* **What is required**:
Each entry below is to be reproduced exactly, though any pictures it holds must be omitted.

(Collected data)
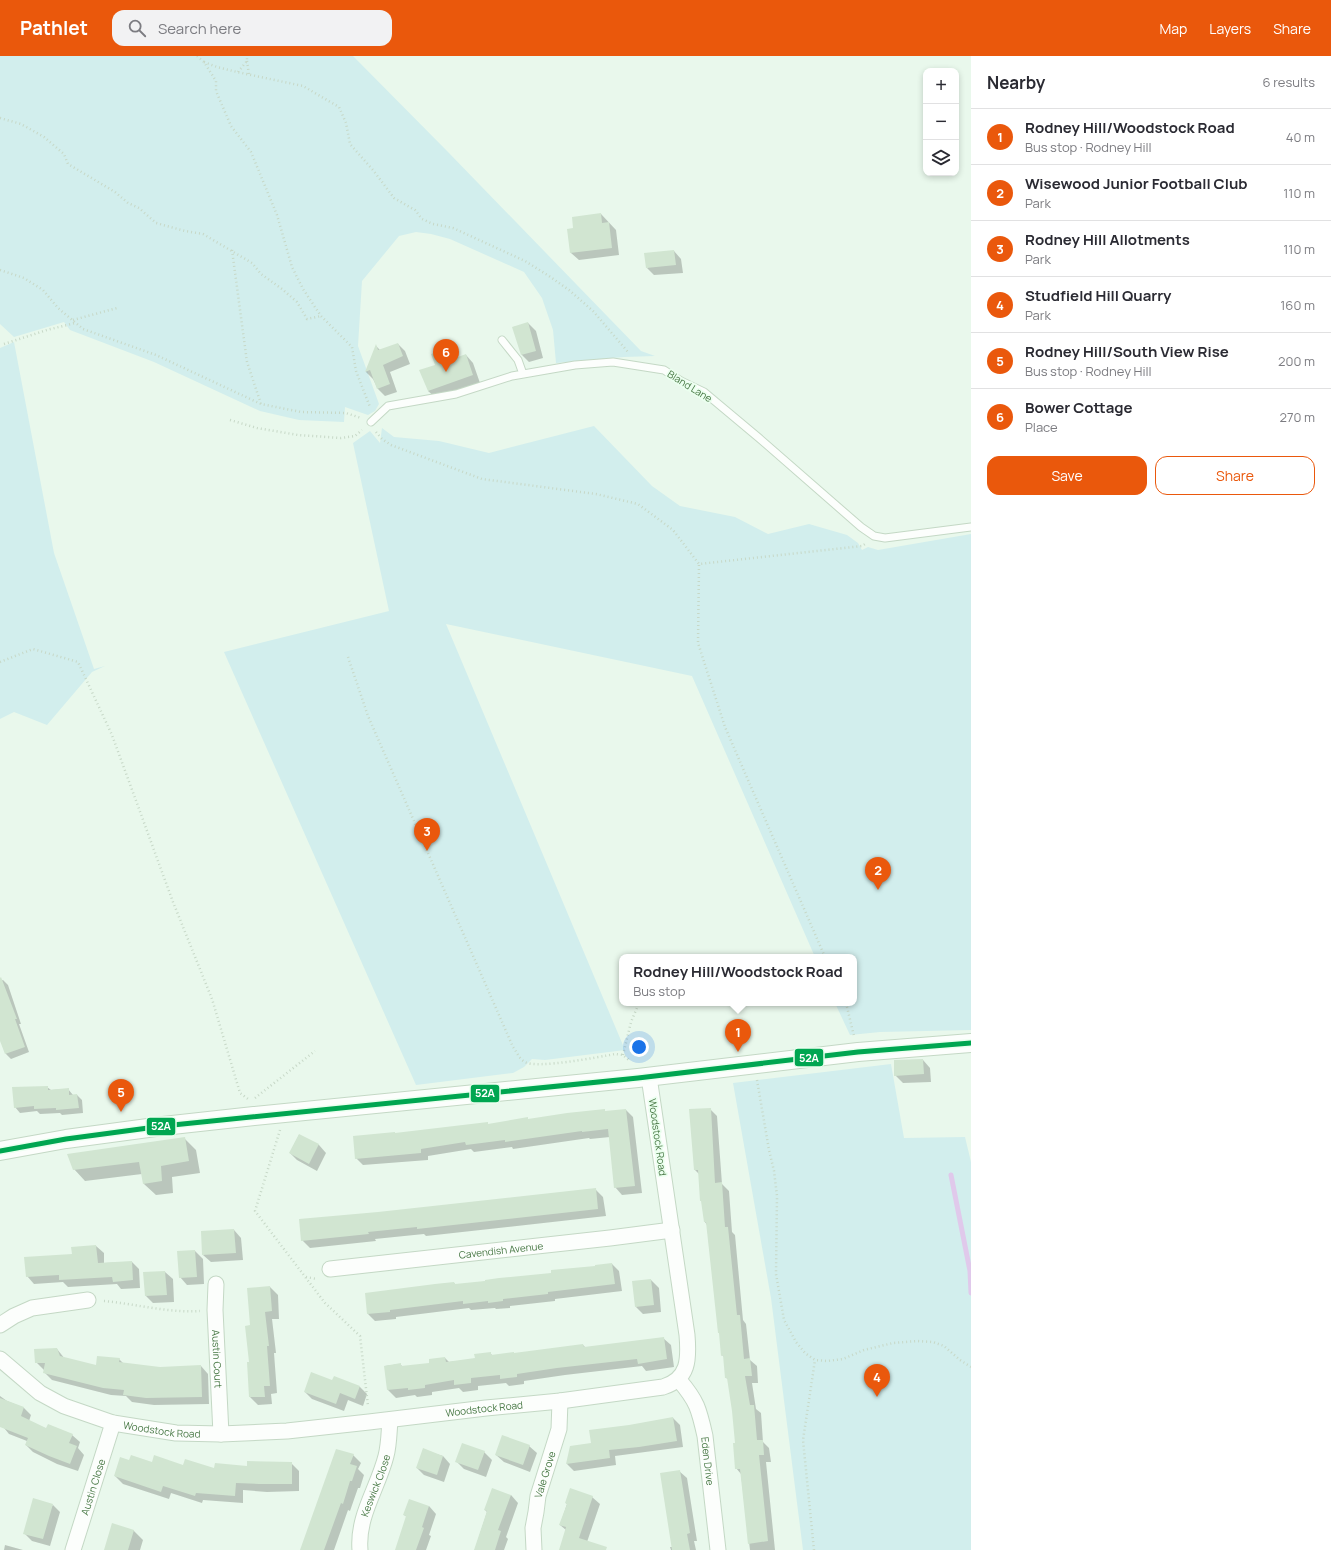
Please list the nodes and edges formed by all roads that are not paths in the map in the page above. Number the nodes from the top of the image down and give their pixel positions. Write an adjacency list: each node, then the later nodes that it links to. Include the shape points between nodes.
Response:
1 (502, 340): 2 (lane, via 518,360)
2 (523, 374): 3 (lane, Bland Lane, via 456,394 388,406); 4 (lane, Bland Lane, via 575,365 613,362 664,370 704,392 847,516 874,536 885,538)
3 (371, 422)
4 (971, 527)
5 (971, 1043): 6 (street, via 858,1052)
6 (643, 1077): 7 (street, via 286,1112 66,1139); 8 (street, Woodstock Road)
7 (0, 1151)
8 (672, 1230): 9 (street, Cavendish Avenue); 14 (street, Woodstock Road, via 688,1353)
9 (330, 1269)
10 (216, 1284): 18 (street, Austin Court)
11 (88, 1300): 12 (street, via 32,1308)
12 (0, 1325)
13 (0, 1359): 17 (street, Woodstock Road, via 40,1393 64,1406)
14 (679, 1380): 15 (street, Woodstock Road, via 663,1387); 22 (street, Eden Drive, via 698,1406 705,1436)
15 (560, 1401): 16 (street, Woodstock Road); 21 (street, Vale Grove, via 559,1429 538,1496)
16 (390, 1420): 18 (street, Woodstock Road, via 287,1431); 20 (street, Keswick Close, via 387,1456 362,1521)
17 (113, 1423): 18 (street, Woodstock Road, via 176,1433); 19 (street, Austin Close)
18 (221, 1434)
19 (73, 1550)
20 (360, 1550)
21 (534, 1550)
22 (718, 1550)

* **Answer to this exercise**:
Please list the nodes and edges formed by all roads that are not paths in the map in the page above. Number the nodes from the top of the image down and give their pixel positions. Write an adjacency list: each node, then the later nodes that it links to. Include the shape points between nodes.
Response:
1 (502, 340): 2 (lane, via 518,360)
2 (523, 374): 3 (lane, Bland Lane, via 456,394 388,406); 4 (lane, Bland Lane, via 575,365 613,362 664,370 704,392 847,516 874,536 885,538)
3 (371, 422)
4 (971, 527)
5 (971, 1043): 6 (street, via 858,1052)
6 (643, 1077): 7 (street, via 286,1112 66,1139); 8 (street, Woodstock Road)
7 (0, 1151)
8 (672, 1230): 9 (street, Cavendish Avenue); 14 (street, Woodstock Road, via 688,1353)
9 (330, 1269)
10 (216, 1284): 18 (street, Austin Court)
11 (88, 1300): 12 (street, via 32,1308)
12 (0, 1325)
13 (0, 1359): 17 (street, Woodstock Road, via 40,1393 64,1406)
14 (679, 1380): 15 (street, Woodstock Road, via 663,1387); 22 (street, Eden Drive, via 698,1406 705,1436)
15 (560, 1401): 16 (street, Woodstock Road); 21 (street, Vale Grove, via 559,1429 538,1496)
16 (390, 1420): 18 (street, Woodstock Road, via 287,1431); 20 (street, Keswick Close, via 387,1456 362,1521)
17 (113, 1423): 18 (street, Woodstock Road, via 176,1433); 19 (street, Austin Close)
18 (221, 1434)
19 (73, 1550)
20 (360, 1550)
21 (534, 1550)
22 (718, 1550)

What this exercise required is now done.